One of the many strange things about Academe is that physically
it can be so close to the Real World and yet spiritually
and psychologically so completely out of it, often failing
to understand it and sometimes bitterly antagonistic toward
it. Most Academians come from the Real World or the Outside
World, and some eventually return to it. Before they enter
Academe they have human characteristics, but these they
soon lose, in the process of adaptation, and become the
grotesque creatures which will be described in the pages
that follow.
Wherever Academe is, the route to it is much the same.
For the Student it is through the Elementary School, Junior
High School, and High School. Of course the Student may
take the less traveled and more expensive byway, or buyway,
that leads through the Private School, confusingly known
in the Old Country as the Public School. Such an institution,
especially the Prestigious Private School, may give a
foretaste of Academe, but still a foretaste is not quite
the same as the entire meal.
During all of this Schooling and Student assumes a few
if any of the characteristics of the denizens of Academe.

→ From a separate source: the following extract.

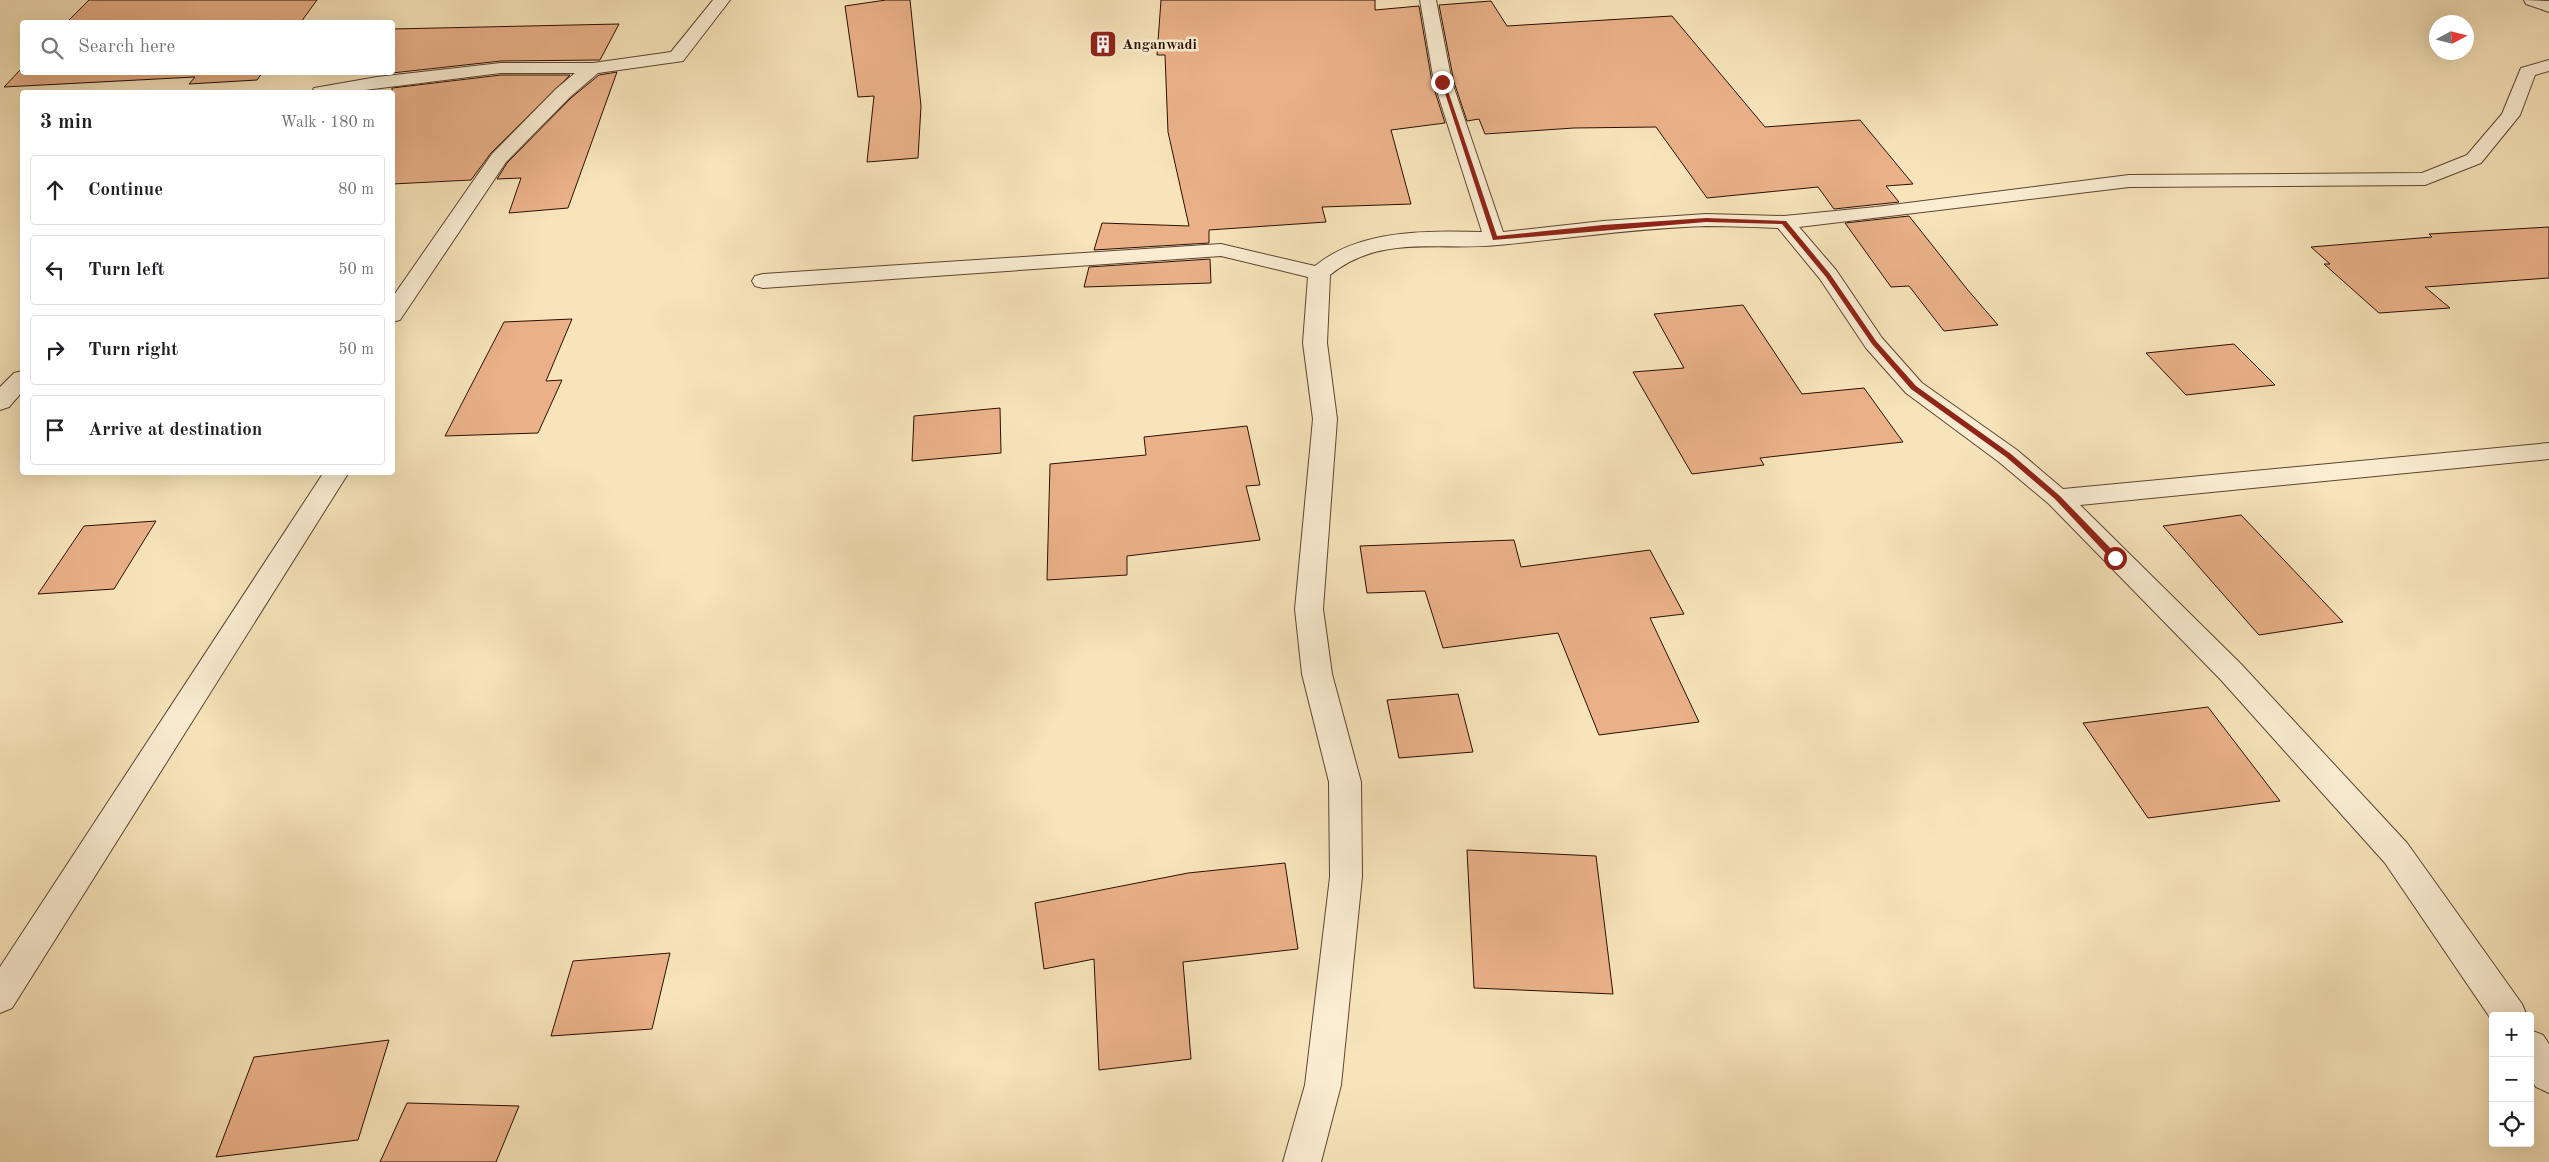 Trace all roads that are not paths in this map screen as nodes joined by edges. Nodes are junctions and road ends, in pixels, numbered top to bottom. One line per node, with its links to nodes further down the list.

It may therefore enter Academe quite innocently, with
a virgin mind if nothing else, lured into it by Status-Seeking,
pressure from its Peer Group, or Family Pride. In time
of war it may be seeking refuge from that fearsome ogre,
the Draft. Sometimes it knows even before it enters Academe
that it does not belong there. Sometimes it discovers
this only after it is inside, but, even after seeing through
it, it stubbornly or docilely sees it through. Sometimes
is leaves abruptly when faced by one or more of those
three frightful Fates: Failure, Suspension, and Expulsion.
For the Professor or the Administrator the route is the
same but longer, including the ultimate transmogrification
of Graduate School. The Academian of this species will
have surmounted such awesome barriers as the Dissertation
and the Oral. It is such an Academian, unlike the Student,
that becomes wholly identified with Academe and gives
its heart and soul to it. Some, to be sure, do not believe
in the soul, while others are thought by Students to be
heartless.**
Life in Academe is different from life in the Real World
in many ways, some of them incredible to the inexperienced.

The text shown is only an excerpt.